» Task input:
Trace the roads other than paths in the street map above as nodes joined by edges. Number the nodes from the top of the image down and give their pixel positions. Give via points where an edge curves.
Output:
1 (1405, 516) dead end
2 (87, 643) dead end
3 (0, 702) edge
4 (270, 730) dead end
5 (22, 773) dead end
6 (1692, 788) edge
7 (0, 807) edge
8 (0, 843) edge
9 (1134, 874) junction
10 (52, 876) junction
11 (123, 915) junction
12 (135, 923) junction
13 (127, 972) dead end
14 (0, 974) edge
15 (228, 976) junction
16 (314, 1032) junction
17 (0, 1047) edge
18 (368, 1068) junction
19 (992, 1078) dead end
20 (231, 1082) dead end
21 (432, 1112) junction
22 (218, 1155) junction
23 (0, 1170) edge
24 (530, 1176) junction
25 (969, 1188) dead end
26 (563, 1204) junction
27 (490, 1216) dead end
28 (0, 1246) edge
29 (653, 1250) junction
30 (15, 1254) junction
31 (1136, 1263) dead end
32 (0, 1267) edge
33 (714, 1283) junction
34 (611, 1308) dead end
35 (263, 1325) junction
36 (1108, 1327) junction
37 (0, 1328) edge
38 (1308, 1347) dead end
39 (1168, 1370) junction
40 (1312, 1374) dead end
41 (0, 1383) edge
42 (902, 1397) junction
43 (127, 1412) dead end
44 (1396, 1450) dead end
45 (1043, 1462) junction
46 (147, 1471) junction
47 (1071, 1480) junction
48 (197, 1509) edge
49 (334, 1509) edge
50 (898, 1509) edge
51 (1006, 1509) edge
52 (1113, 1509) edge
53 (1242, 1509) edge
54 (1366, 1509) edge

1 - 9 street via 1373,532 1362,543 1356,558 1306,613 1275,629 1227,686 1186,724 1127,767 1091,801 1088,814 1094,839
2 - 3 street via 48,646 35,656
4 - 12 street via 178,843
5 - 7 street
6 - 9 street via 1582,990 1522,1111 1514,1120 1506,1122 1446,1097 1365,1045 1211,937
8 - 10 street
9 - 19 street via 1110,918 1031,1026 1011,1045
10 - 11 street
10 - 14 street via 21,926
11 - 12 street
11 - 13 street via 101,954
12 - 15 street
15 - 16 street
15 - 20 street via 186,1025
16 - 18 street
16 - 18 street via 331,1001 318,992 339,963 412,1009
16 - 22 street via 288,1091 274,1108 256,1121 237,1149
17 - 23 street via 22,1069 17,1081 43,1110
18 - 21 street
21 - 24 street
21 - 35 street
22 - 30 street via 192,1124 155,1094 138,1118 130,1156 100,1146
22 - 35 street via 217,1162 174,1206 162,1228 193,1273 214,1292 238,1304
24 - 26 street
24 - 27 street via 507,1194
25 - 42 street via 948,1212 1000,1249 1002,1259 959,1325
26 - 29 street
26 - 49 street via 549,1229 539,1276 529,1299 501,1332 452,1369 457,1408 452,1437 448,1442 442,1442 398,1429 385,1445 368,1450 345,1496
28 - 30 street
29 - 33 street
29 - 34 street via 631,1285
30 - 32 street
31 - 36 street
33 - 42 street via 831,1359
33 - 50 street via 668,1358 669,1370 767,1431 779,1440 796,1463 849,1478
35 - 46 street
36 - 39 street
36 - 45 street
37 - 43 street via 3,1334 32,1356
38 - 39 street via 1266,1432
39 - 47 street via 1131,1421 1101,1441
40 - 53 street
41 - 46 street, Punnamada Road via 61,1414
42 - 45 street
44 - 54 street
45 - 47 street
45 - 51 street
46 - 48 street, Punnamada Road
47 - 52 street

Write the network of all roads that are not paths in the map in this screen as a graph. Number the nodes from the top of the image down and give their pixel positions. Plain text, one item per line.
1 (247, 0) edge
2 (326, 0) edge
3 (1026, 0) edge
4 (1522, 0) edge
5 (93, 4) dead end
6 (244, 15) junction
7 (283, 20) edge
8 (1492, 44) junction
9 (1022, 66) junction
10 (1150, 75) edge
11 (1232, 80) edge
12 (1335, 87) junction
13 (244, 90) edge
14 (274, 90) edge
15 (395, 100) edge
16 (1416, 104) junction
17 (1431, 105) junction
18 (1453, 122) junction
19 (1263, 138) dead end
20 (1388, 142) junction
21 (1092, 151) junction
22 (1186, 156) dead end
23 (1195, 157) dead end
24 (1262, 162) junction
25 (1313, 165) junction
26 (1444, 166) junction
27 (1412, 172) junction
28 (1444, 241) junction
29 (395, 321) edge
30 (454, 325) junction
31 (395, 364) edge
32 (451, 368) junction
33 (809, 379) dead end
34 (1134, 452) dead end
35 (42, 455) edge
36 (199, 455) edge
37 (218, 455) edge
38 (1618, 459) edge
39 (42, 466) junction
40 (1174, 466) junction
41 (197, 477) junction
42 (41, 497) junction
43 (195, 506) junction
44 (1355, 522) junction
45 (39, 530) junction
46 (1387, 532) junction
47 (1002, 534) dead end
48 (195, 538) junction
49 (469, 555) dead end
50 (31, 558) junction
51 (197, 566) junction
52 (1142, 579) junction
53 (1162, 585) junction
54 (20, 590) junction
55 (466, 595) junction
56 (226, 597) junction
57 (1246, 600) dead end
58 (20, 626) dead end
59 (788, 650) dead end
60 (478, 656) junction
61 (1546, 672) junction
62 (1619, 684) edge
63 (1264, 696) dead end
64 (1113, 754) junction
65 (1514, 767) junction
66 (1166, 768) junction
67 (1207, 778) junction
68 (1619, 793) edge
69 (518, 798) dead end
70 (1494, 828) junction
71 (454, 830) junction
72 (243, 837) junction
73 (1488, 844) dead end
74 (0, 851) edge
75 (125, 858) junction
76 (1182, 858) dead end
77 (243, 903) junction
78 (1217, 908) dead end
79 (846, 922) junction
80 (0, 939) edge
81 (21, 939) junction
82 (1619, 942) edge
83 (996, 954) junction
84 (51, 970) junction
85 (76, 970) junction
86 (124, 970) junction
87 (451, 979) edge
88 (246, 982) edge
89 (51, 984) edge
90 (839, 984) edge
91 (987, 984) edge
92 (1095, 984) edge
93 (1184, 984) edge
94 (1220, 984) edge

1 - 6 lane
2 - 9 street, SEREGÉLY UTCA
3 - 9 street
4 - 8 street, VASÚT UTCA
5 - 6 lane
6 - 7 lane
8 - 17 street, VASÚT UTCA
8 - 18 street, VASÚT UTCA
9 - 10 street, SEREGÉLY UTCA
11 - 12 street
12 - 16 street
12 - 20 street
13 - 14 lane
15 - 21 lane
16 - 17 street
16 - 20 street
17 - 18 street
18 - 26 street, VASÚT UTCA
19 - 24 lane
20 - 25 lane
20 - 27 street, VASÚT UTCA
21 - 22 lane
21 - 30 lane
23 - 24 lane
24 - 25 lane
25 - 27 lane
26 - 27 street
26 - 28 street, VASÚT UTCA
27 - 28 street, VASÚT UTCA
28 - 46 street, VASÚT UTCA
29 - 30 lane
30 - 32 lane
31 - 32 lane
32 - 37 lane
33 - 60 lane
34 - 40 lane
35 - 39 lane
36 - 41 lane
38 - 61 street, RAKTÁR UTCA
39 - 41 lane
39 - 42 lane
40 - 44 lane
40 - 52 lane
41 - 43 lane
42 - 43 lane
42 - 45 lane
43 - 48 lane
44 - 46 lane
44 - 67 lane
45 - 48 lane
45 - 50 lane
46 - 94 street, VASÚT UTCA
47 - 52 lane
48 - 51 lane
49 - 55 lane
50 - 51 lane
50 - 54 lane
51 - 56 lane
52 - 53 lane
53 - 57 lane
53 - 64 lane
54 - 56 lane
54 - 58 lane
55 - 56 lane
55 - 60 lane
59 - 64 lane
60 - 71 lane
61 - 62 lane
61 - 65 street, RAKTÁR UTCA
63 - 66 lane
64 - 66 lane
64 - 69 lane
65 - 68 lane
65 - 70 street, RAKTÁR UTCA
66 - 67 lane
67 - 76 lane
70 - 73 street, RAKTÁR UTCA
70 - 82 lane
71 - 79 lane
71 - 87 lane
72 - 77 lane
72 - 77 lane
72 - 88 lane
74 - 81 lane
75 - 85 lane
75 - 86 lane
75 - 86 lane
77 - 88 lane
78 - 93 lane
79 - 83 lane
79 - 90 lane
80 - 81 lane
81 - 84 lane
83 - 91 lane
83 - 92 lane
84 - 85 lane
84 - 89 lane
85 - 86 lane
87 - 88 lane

» Exercise:
Within the listing, how many lines hold the string "SEREGÉLY"? State that number alone.

» Answer area:
2